Stored data
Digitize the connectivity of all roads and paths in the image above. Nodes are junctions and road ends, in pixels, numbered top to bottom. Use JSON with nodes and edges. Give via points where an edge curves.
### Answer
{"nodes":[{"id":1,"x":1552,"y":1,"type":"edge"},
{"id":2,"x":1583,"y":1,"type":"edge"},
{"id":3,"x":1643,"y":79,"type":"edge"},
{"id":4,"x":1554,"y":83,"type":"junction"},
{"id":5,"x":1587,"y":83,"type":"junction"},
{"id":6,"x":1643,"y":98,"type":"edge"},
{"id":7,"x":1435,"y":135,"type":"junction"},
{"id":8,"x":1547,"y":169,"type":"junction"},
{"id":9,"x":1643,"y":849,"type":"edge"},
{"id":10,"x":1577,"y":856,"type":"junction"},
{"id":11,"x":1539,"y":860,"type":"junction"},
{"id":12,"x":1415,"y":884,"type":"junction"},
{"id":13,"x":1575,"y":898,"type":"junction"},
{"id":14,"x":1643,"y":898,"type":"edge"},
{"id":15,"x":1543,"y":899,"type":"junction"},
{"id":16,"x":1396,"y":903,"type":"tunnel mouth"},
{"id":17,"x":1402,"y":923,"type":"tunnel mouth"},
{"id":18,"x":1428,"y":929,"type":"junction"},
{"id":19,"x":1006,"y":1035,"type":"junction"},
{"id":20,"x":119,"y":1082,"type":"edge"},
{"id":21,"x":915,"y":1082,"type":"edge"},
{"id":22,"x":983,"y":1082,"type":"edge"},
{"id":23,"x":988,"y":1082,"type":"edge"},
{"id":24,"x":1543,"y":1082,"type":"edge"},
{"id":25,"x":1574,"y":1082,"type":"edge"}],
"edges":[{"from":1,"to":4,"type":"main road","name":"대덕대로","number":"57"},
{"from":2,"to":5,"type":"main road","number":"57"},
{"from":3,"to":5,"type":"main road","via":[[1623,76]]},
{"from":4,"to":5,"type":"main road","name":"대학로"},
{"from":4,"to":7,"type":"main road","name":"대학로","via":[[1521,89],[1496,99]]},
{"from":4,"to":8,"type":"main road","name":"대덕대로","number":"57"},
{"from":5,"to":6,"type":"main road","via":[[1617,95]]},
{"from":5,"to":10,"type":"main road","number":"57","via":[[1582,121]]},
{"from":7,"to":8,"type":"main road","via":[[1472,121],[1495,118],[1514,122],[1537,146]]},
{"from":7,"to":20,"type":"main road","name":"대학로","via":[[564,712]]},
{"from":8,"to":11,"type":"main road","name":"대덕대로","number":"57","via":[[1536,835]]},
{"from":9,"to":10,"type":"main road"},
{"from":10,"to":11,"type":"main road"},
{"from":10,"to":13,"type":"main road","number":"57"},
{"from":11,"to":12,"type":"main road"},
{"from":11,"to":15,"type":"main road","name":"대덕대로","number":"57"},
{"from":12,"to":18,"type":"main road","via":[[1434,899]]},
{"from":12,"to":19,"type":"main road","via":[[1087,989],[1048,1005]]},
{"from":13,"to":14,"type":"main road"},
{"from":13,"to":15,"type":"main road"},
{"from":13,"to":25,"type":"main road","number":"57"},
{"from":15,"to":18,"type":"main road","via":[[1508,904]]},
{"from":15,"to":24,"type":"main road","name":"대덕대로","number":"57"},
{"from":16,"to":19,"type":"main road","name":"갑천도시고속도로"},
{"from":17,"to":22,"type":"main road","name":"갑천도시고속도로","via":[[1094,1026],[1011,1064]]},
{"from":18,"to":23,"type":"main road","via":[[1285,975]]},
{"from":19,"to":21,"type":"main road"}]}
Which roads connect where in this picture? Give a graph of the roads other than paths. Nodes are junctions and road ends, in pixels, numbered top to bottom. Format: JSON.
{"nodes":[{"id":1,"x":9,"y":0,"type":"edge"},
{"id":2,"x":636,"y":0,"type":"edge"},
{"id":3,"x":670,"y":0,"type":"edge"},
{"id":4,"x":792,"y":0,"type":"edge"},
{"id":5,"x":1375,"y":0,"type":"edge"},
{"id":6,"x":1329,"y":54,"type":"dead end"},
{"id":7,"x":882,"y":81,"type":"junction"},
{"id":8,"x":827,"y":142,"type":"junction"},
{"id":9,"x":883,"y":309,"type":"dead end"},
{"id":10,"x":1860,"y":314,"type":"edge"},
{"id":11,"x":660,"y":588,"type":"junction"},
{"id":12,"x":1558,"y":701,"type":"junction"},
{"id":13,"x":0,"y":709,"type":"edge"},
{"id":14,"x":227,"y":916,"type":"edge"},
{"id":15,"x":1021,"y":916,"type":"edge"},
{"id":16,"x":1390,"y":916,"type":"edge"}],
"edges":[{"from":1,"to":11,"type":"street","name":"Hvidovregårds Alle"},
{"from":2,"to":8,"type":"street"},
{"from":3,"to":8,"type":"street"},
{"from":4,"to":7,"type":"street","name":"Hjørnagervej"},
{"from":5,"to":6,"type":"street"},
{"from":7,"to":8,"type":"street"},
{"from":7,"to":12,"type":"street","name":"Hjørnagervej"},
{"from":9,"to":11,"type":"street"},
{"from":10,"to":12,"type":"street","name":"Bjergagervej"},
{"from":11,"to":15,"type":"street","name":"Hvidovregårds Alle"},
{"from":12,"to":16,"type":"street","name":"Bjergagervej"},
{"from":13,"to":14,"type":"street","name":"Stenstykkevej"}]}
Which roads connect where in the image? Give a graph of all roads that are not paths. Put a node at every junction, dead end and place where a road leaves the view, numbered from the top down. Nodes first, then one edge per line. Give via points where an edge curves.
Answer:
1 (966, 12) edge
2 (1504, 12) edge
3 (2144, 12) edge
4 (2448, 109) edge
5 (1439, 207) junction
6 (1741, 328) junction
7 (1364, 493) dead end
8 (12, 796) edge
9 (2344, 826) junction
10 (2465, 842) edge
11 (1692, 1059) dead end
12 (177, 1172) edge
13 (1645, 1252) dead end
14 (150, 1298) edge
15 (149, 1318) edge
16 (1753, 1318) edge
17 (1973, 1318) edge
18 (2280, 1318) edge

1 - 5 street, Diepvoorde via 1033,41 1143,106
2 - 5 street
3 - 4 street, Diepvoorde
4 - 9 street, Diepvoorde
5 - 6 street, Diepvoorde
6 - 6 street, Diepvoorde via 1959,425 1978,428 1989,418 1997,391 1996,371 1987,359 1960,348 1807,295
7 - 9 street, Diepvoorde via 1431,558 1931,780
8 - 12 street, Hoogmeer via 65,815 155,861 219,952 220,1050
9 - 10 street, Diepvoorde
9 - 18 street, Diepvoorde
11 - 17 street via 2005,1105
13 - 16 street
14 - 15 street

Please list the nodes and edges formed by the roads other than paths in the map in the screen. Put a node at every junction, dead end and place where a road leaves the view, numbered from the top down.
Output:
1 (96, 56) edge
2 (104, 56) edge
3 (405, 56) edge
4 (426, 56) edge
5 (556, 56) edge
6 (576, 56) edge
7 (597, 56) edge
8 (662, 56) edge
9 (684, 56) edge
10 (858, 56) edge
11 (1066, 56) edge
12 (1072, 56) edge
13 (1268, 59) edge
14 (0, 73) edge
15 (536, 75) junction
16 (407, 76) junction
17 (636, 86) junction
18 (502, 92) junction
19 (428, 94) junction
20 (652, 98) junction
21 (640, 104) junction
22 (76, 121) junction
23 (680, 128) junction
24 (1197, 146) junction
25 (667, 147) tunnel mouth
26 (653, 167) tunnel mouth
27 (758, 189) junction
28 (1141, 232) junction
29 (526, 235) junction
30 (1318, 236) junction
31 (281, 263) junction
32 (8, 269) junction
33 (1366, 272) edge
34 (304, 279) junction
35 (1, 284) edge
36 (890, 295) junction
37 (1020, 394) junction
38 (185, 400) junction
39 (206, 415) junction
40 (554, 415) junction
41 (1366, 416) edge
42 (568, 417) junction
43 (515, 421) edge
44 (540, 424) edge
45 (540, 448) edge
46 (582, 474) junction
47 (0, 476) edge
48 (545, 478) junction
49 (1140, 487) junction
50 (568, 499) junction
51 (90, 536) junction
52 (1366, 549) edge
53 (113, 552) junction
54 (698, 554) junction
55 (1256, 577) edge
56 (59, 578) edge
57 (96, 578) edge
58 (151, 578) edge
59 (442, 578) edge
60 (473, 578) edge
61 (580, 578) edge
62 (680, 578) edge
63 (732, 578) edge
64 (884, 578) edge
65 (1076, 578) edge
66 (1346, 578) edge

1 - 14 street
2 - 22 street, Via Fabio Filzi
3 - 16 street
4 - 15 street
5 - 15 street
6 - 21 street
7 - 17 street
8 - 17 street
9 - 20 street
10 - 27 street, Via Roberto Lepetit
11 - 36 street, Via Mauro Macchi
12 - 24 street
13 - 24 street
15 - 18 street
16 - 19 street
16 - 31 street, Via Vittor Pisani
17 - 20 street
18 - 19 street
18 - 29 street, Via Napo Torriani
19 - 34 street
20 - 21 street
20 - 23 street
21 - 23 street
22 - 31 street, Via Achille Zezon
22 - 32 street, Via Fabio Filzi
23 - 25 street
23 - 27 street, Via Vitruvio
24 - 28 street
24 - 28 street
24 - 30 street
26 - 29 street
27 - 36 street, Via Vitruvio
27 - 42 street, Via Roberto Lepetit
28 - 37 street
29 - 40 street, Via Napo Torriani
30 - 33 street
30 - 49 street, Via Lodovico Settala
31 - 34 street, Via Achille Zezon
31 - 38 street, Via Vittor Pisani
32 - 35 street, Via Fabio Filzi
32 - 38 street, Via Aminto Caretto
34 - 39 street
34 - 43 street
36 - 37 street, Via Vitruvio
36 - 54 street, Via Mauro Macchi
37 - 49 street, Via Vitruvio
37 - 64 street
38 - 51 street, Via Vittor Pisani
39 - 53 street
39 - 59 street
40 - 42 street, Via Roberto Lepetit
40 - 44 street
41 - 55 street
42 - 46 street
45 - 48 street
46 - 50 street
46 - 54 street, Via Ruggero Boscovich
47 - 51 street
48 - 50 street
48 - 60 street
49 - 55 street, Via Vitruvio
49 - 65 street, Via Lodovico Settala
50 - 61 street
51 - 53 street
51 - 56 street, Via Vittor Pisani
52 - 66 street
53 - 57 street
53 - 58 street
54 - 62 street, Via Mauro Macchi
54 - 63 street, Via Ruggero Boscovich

→ Exercise aim: Search the data above for the string "Settala" and report each line that holds it.

→ Task result:
30 - 49 street, Via Lodovico Settala
49 - 65 street, Via Lodovico Settala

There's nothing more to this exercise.